- [YOUR OBJECTIVE]:
The required result is the number of lines below that hold the word "Karamchand", stated without anything else.

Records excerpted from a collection
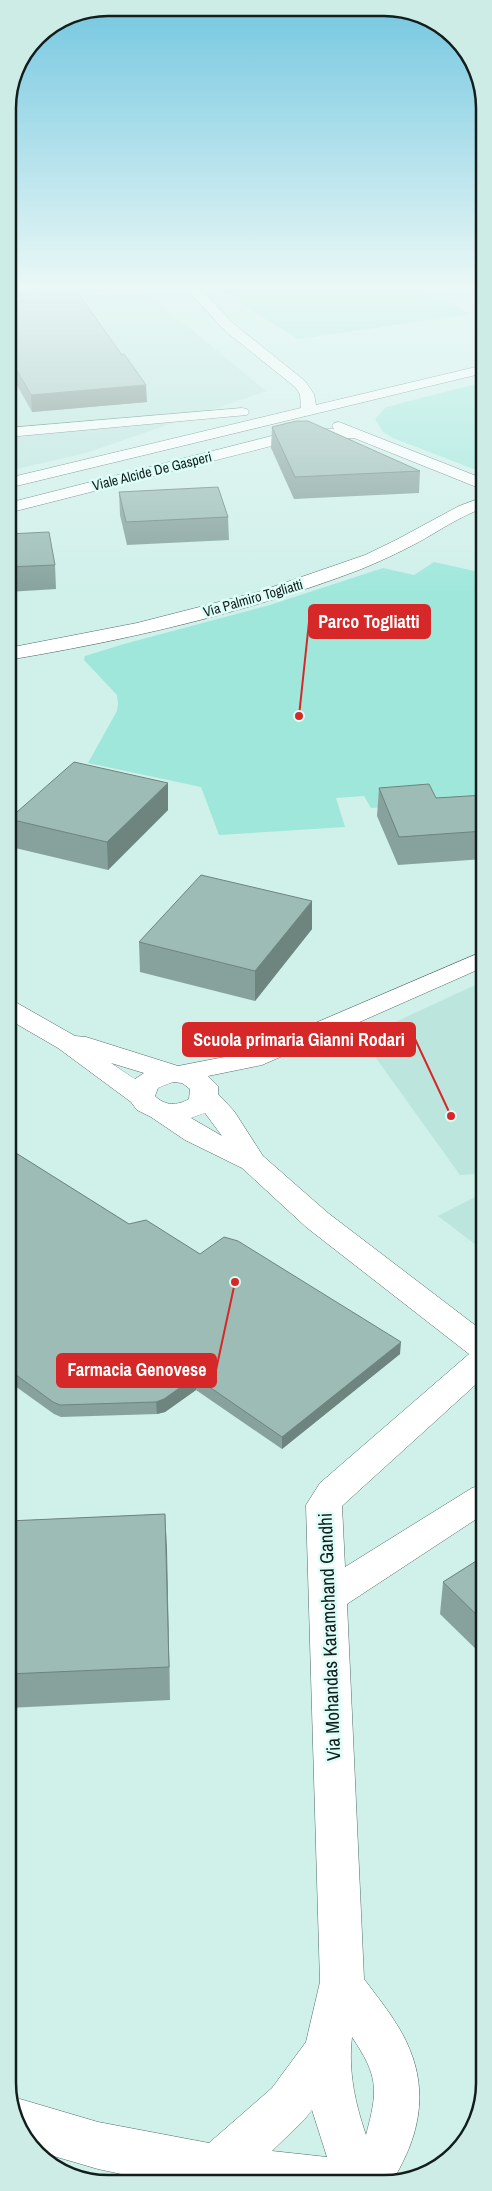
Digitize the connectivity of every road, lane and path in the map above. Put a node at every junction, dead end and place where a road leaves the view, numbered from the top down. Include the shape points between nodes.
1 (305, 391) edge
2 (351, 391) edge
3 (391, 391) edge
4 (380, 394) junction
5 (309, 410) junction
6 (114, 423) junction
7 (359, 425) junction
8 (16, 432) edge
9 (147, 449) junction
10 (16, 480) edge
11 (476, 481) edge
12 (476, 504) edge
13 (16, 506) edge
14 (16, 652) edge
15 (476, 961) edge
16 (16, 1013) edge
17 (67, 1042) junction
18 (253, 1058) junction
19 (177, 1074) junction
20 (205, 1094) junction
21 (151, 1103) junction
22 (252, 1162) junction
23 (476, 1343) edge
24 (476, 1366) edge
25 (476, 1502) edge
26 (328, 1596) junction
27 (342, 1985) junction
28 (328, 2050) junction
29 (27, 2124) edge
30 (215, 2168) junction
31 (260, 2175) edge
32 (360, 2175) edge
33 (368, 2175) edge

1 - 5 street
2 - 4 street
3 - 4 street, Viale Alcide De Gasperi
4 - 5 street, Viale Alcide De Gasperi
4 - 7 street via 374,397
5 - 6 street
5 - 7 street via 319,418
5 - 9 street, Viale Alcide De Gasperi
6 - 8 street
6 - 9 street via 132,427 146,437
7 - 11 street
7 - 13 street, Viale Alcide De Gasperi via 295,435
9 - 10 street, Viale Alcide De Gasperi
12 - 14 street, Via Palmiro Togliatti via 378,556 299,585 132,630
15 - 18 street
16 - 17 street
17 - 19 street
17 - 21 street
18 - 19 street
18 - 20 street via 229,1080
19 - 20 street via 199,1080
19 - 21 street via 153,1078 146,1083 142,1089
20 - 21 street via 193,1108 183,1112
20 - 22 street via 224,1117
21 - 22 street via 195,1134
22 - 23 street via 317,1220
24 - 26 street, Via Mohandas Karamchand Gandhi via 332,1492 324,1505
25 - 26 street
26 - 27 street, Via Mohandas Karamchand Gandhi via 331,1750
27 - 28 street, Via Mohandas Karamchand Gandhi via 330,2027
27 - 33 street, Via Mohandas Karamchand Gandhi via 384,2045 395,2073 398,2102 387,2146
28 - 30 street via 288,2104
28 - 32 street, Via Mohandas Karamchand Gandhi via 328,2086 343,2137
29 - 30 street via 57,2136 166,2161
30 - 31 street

- [EXERCISE ANSWER]:
5